The answer comes from a recent observation by the James Webb Space Telescope. Astronomers have identified a supermassive black hole, with a mass equivalent to ten million times that of the Sun, moving at a staggering speed of 2.2 million miles per hour (3.5 million km/h). This cosmic monster is apparently fleeing its home galaxy, leaving behind a wake of collapsing matter stretching hundreds of thousands of light-years.


The initial detection was made by the Hubble Space Telescope, which spotted a narrow, unusual trace. To confirm the nature of this object, the team used the advanced capabilities of the JWST. The data revealed a massive displacement of gas at the front of the black hole, forming a shock wave, as well as an elongated tail where matter condenses to give birth to new stars.

Researchers are exploring two possible mechanisms to explain this ejection. When two galaxies collide and merge, their central black holes can interact. If these black holes merge, the emission of gravitational waves can propel the resulting one out of the galaxy (see below). Another possibility involves a three-body interaction between black holes, where one of them is ejected from the system.

This moving black hole could profoundly influence its environment. The shock wave it generates compresses the gas in the regions it passes through, triggering intense star formation (explanation at the end of the article). Although located about 9 billion light-years away in the so-called Cosmic Owl galaxies, its study offers clues about the dynamics of galactic mergers.


The next steps aim to discover other similar examples. With the arrival of new instruments like the Roman Space Telescope, scientists hope to identify these elusive objects more easily. This advance turns a theoretical prediction into observable reality, enriching our understanding of cosmic evolution.

Furthermore, the collected data show that the black hole's speed, deduced from the gas displacement, is sufficient to escape the gravitational pull of its former galaxy.

Gravitational Waves

These ripples in spacetime are predicted by Einstein's theory of general relativity. They occur when massive objects, like black holes or neutron stars, accelerate or collide. Gravitational waves travel at the speed of light, weakly distorting the fabric of space as they pass.

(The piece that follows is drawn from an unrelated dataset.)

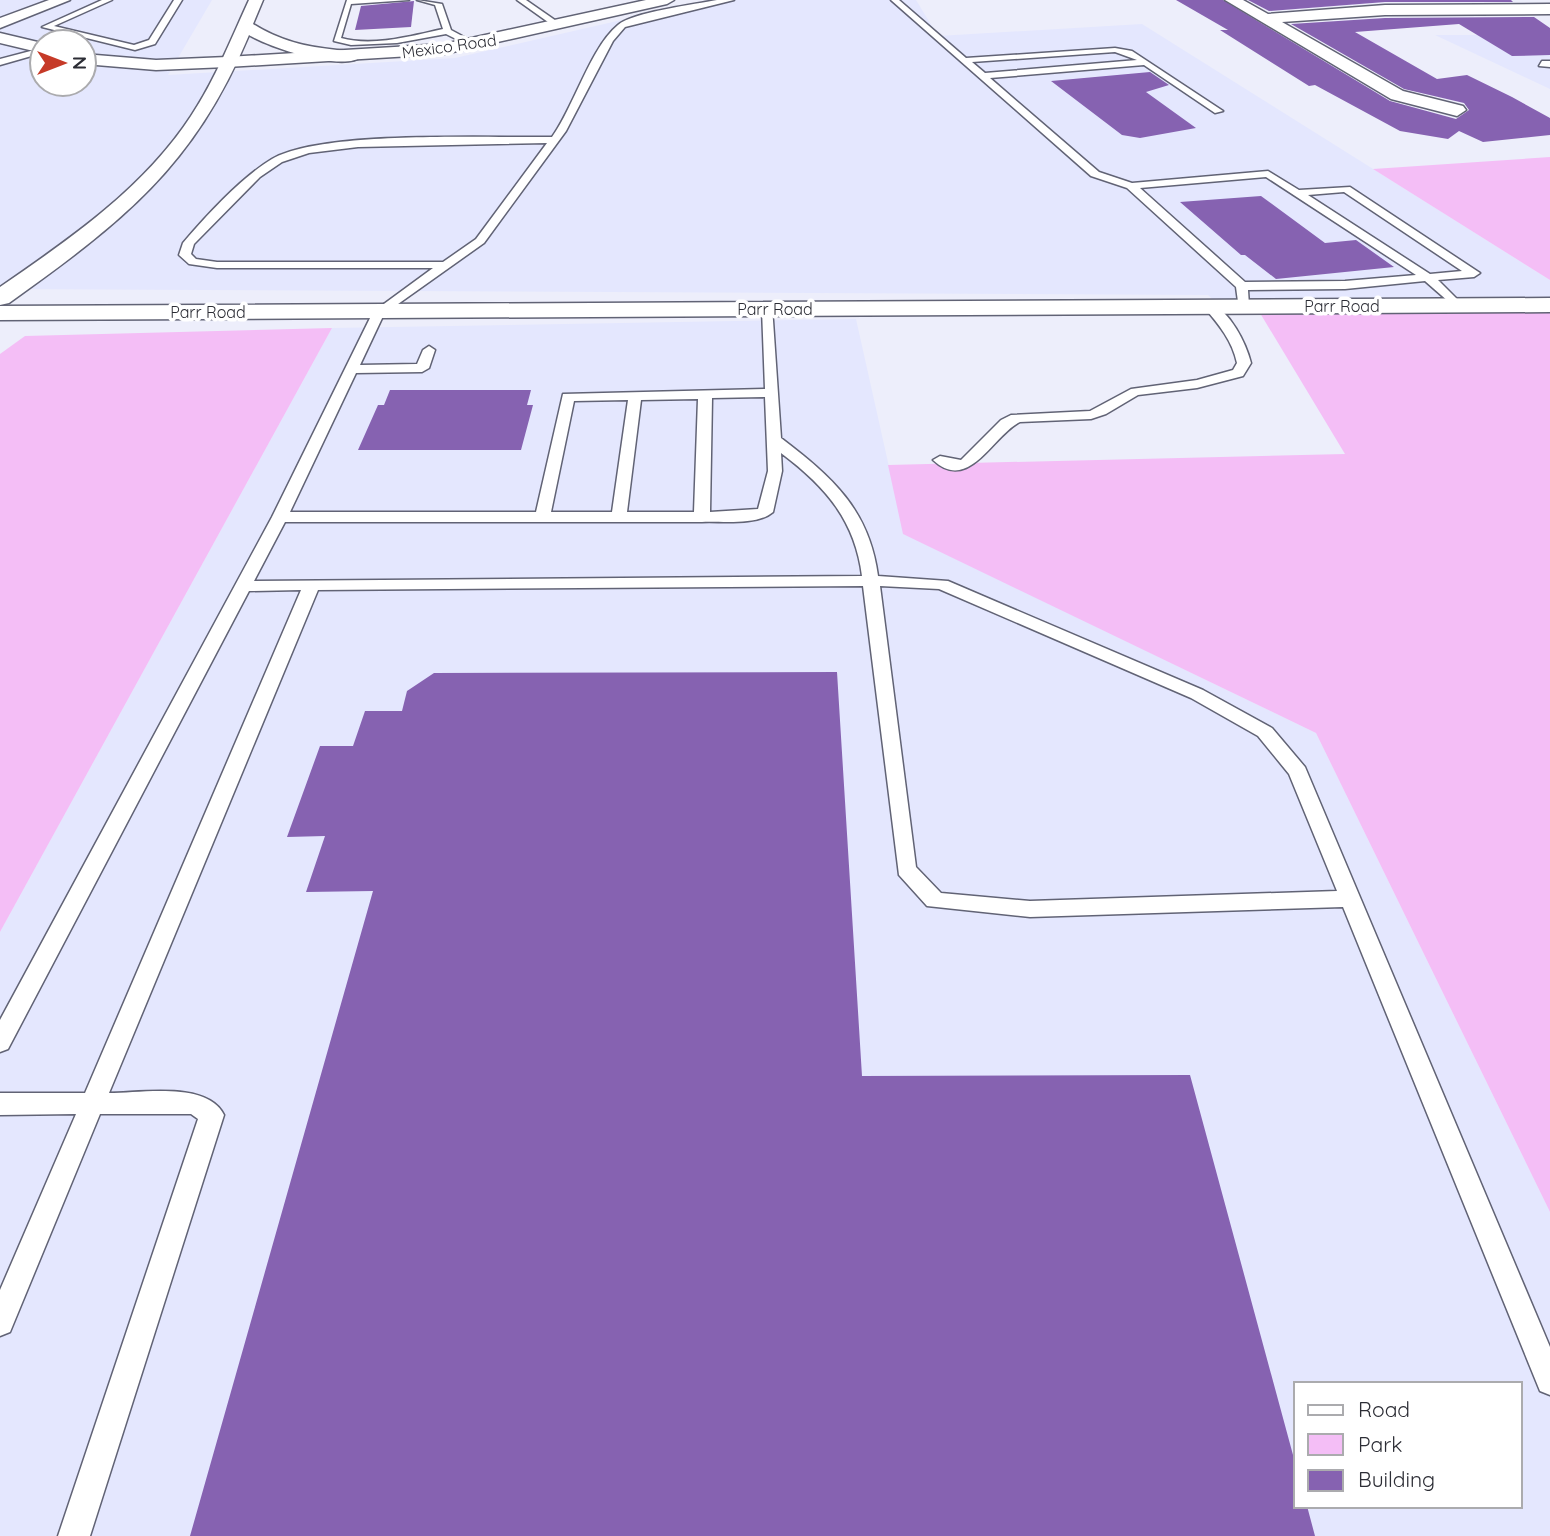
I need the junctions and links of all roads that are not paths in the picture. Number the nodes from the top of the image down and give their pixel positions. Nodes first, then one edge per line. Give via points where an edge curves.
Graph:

Their direct detection was achieved for the first time in 2015 by the LIGO interferometer. This instrument measures tiny variations in distance caused by the passage of these waves. The captured signals often come from mergers of black holes, releasing enormous energy in the form of gravitational waves.

During galactic mergers, when two supermassive black holes meet, their coalescence emits intense gravitational waves. If this emission is not symmetrical, it can give a recoil kick to the resulting black hole. This "kick" can be strong enough to eject it from its galaxy.

The study of these waves allows testing the fundamental laws of physics under extreme conditions. They also offer a new way to observe the Universe, complementing traditional electromagnetic observations.

Star Formation in Cosmic Wakes

The birth of stars usually occurs within dense clouds of gas and dust in galaxies. Under the effect of gravity, these clouds collapse, forming protostars that eventually ignite through nuclear fusion. This process is often triggered by external disturbances, such as shock waves.

When a massive object, like a runaway black hole, traverses intergalactic space, it creates a bow shock at its front. This wave compresses the surrounding gas, increasing its density and temperature. These conditions favor gravitational collapse, initiating the formation of new stars in the object's wake.

In the case of the observed supermassive black hole, the 200,000 light-year-long tail contains accumulated and shocked gas. This environment becomes an active star-forming site, producing stars with a total mass equivalent to one hundred million times that of the Sun. This phenomenon was previously little known.